Re: TaskMemoryManager. cleanUpAllAllocatedMemory -> Memory leaks ???

Posted by Ted Yu <yu...@gmail.com>.
Please note the block where cleanUpAllAllocatedMemory() is called:
        } finally {
          val freedMemory = taskMemoryManager.cleanUpAllAllocatedMemory()
          if (freedMemory > 0) {
I think the intention is that allocated memory should have been freed by
the time we reach the finally block in normal program execution.
Hence the check for the return value for memory leak.

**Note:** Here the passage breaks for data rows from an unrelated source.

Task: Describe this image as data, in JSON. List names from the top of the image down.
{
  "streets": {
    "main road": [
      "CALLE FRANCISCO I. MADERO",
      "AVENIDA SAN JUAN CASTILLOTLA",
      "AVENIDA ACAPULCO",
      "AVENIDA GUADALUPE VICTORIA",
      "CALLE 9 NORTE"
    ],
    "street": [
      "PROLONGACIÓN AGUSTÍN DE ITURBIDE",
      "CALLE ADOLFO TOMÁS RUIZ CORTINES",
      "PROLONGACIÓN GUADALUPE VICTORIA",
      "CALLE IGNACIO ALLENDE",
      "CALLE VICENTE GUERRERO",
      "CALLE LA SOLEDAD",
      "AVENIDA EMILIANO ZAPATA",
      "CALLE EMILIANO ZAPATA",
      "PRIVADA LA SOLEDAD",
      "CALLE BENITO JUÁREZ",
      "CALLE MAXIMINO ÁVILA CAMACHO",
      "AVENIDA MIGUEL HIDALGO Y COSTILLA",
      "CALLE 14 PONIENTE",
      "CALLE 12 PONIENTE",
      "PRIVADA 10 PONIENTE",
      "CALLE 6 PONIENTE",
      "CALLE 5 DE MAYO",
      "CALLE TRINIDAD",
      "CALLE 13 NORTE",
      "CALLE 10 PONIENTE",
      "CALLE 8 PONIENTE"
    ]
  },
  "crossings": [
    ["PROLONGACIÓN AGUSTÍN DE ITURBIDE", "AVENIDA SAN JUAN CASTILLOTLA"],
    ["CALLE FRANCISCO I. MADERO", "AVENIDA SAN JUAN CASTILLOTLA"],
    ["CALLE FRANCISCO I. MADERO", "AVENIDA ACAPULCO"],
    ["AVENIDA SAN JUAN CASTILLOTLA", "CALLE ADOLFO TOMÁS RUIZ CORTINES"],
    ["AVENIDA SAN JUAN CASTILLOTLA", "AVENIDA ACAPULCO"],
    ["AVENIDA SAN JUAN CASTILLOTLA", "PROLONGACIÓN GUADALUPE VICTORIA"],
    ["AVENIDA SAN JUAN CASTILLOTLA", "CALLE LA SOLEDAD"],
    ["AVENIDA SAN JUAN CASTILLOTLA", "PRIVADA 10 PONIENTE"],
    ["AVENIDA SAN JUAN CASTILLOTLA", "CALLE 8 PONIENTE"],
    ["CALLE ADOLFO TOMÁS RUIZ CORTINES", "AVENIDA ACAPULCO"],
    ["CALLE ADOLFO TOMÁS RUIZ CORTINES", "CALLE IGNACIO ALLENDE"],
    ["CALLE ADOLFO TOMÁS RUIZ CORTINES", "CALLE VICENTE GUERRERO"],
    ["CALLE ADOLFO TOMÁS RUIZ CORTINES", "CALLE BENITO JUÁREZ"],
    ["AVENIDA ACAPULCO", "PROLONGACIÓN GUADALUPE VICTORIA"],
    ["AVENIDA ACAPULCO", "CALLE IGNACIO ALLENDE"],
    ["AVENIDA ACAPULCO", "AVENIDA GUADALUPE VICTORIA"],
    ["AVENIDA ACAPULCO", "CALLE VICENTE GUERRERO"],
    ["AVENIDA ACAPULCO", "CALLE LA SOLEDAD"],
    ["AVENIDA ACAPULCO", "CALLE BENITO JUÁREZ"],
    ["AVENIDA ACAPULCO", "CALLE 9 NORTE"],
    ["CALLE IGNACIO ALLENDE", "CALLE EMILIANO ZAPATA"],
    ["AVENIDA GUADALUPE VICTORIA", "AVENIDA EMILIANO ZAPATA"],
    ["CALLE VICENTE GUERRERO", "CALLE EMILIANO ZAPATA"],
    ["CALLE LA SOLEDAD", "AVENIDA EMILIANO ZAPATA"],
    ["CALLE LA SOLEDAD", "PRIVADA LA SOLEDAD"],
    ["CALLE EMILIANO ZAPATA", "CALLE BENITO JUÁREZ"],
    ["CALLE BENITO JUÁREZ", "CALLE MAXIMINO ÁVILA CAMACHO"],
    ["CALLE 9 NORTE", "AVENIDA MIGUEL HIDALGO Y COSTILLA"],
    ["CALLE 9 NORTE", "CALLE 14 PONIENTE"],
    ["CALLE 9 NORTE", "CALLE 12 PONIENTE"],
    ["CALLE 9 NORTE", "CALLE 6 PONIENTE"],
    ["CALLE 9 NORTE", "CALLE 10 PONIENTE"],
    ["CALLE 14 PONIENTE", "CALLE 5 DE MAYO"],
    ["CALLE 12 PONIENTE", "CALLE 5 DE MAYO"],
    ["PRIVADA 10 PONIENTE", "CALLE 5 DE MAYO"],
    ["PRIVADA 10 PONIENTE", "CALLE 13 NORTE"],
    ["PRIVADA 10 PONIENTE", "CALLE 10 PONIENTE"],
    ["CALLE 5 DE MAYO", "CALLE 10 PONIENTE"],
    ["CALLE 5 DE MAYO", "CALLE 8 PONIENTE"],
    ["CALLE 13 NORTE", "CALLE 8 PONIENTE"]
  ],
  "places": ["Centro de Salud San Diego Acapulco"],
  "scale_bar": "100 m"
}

Experts may have better explanation.

On Mon, Oct 12, 2015 at 12:28 AM, Lei Wu <wu...@gmail.com> wrote:

> Dear all,
>
> I'm reading source code of TaskMemoryManager.java and I got stuck in the
> last function, that is cleanUpAllAllocatedMemory. What confuses me is the
> comments for this function : "A non-zero return value can be used to detect
> memory leaks".
>
> And from Executor.scala where this function is called, the code is like
> this :
> val freedMemory = taskMemoryManager.cleanUpAllAllocatedMemory()
> if(freedMemory > 0) {
>   val errMsg = "Managed memory leak detected; ..."
> }
>
> My question is : this function cleanUpAllAllocatedMemory is used to clean
> up all the allocated memory and pages, and computes the bytes that are
> freed. Of course this value will be greater than 0 since we consumed that
> many amount of memory. What's the logic of detecting memory leak by
> checking this returned value is greater than 0?